### [REQUIREMENT]
Pick out each line in these entries that contains the string "JSON".

### [PROVIDED ENTRIES]
>>>
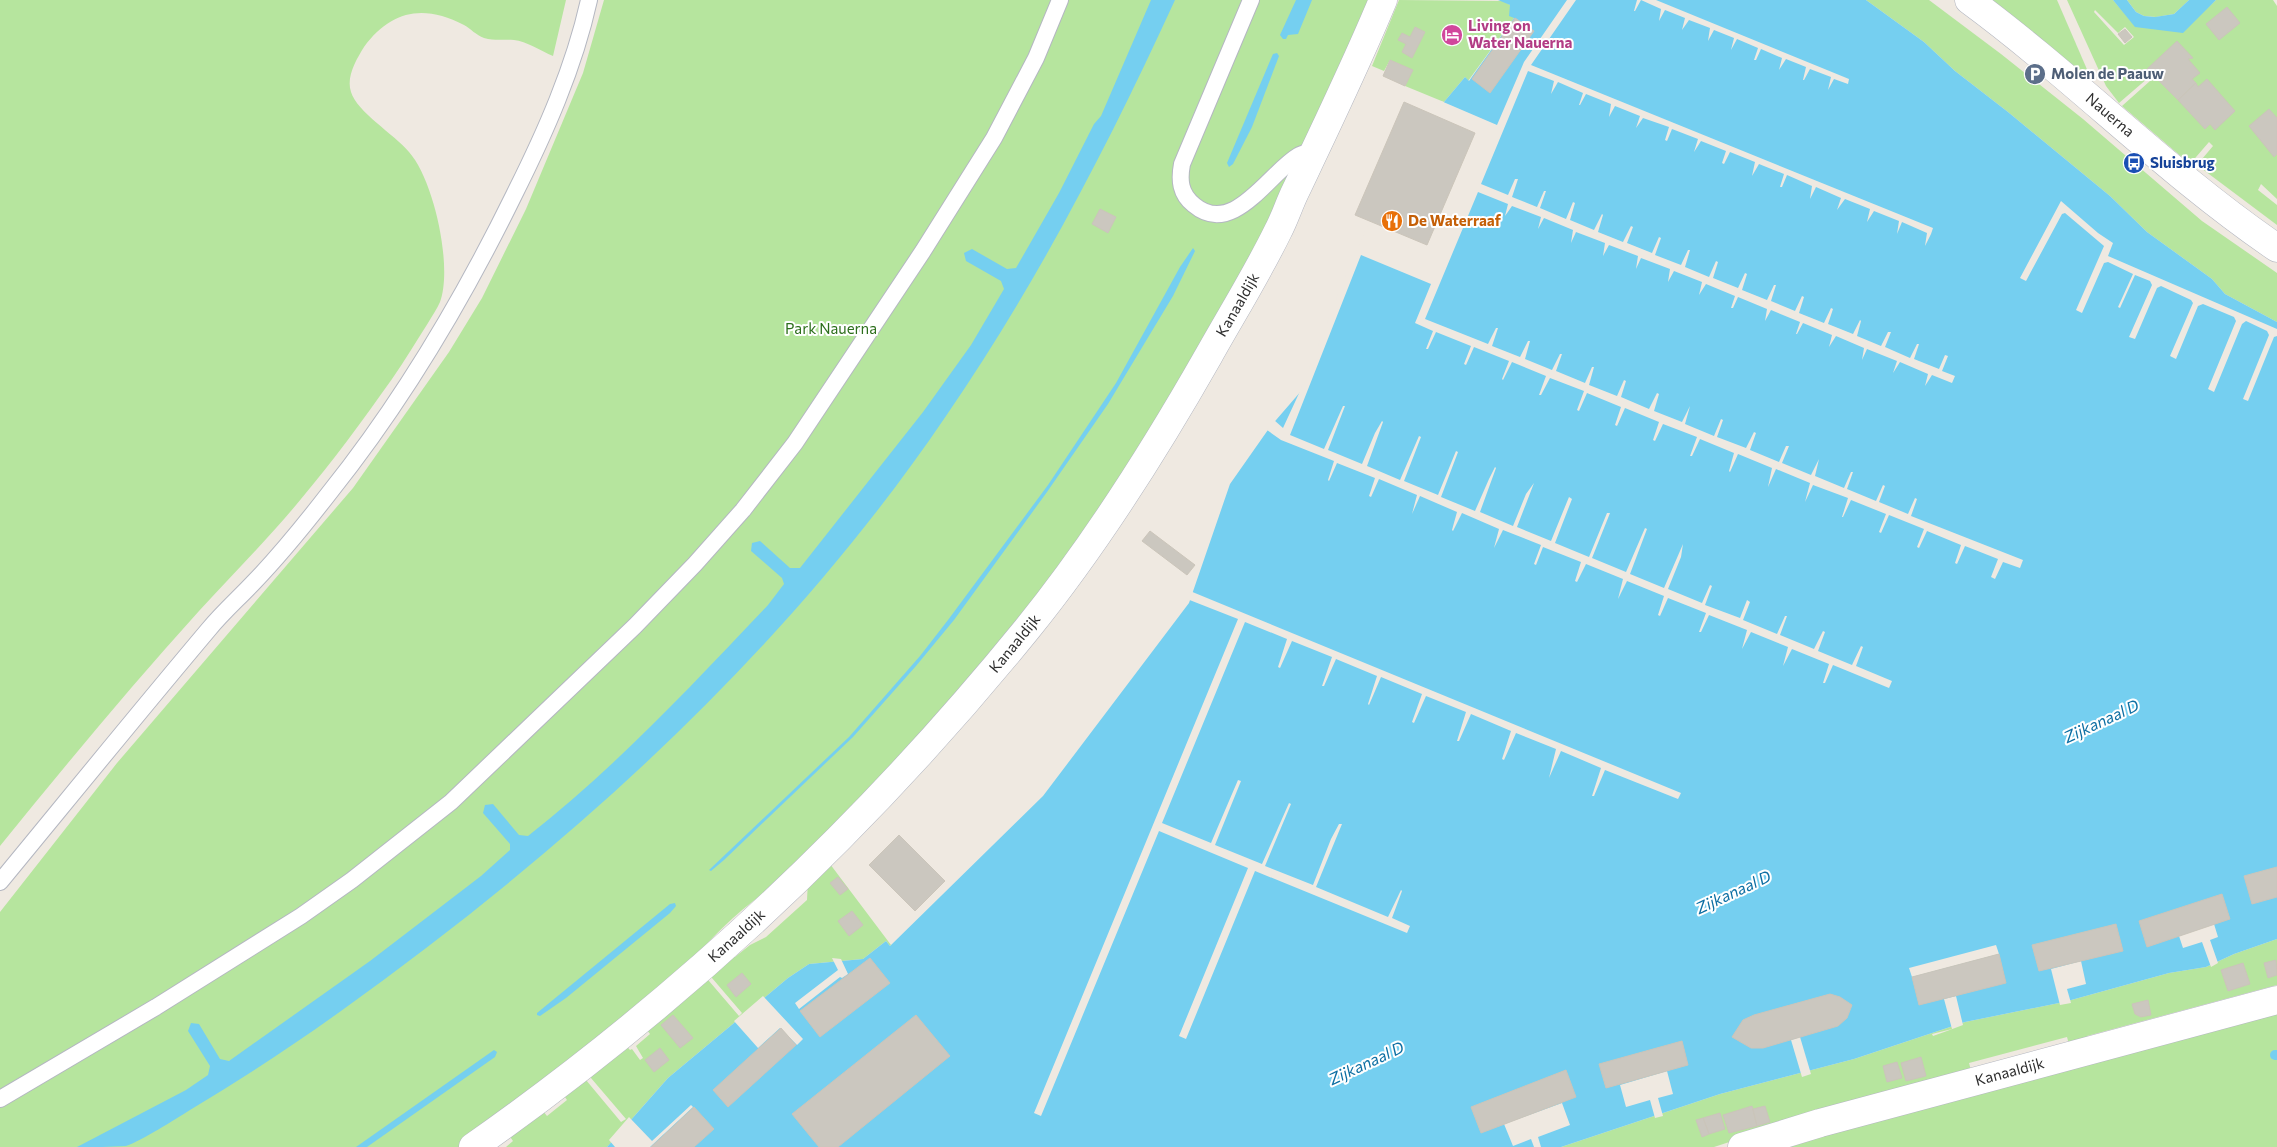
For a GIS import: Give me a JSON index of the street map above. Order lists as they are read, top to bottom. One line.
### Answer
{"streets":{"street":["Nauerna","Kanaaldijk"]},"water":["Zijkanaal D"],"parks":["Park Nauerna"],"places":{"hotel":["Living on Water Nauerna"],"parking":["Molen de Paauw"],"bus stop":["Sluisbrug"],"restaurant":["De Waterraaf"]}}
<<<
>>>
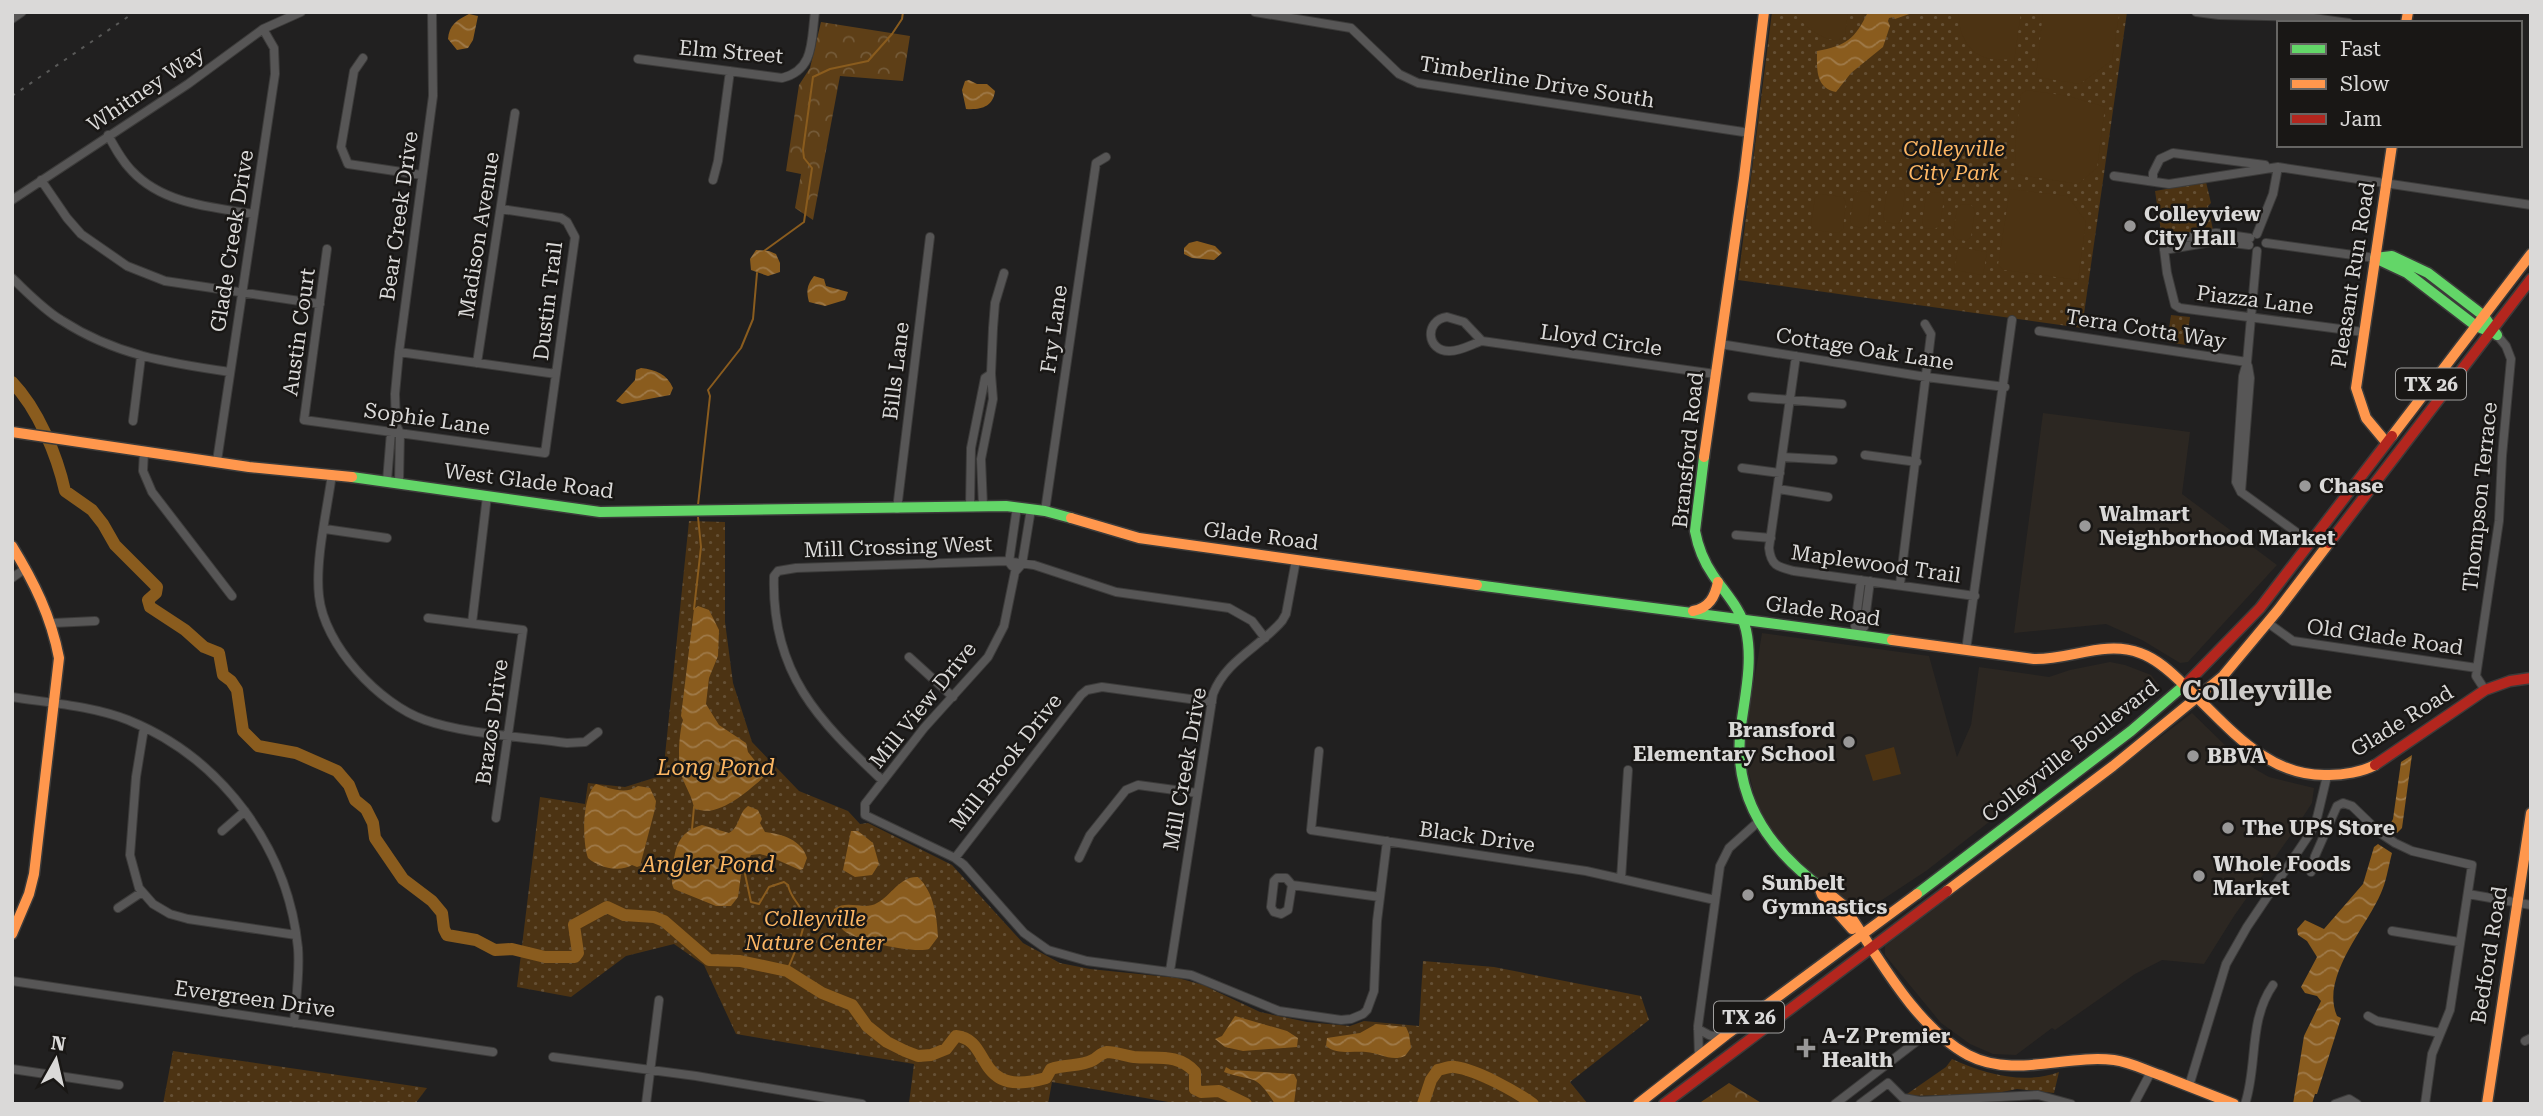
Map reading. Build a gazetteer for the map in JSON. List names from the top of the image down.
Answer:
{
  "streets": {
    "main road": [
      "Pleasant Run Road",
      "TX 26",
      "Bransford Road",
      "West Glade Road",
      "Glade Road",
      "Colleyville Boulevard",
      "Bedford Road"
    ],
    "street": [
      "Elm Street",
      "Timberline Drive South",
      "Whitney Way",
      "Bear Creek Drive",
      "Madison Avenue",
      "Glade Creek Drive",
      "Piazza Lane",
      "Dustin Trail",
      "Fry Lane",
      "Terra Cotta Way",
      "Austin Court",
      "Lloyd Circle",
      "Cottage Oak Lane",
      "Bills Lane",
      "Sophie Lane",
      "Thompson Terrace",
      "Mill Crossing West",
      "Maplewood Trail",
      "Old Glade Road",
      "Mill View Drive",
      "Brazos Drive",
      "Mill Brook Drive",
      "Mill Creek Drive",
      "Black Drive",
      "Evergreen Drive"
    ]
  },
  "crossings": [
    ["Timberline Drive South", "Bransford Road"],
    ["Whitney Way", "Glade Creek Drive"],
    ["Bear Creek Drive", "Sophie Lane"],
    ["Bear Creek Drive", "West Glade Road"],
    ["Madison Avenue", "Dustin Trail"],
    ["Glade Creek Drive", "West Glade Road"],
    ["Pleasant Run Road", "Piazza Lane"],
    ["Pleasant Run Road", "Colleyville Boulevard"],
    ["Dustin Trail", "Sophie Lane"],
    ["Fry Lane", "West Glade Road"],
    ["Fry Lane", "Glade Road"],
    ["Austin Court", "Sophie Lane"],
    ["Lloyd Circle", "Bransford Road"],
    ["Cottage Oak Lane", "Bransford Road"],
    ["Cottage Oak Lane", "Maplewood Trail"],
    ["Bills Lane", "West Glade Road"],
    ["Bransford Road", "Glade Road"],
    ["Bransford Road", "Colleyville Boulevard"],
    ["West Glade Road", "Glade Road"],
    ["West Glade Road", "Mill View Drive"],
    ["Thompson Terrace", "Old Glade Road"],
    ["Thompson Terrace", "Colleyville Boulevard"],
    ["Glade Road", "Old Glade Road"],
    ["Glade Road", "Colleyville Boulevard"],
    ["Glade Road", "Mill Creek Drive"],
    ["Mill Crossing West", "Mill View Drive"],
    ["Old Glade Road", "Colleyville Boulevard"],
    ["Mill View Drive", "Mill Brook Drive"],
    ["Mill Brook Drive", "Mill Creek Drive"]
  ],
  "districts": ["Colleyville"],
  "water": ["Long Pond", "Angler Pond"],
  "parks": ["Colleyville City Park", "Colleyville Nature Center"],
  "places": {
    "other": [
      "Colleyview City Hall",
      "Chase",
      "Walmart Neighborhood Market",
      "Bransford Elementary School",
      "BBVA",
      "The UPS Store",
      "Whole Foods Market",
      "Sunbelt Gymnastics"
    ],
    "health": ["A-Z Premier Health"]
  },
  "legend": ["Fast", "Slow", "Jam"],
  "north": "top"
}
<<<
### [OUTPUT FOR THIS EXERCISE]
For a GIS import: Give me a JSON index of the street map above. Order lists as they are read, top to bottom. One line.
Map reading. Build a gazetteer for the map in JSON. List names from the top of the image down.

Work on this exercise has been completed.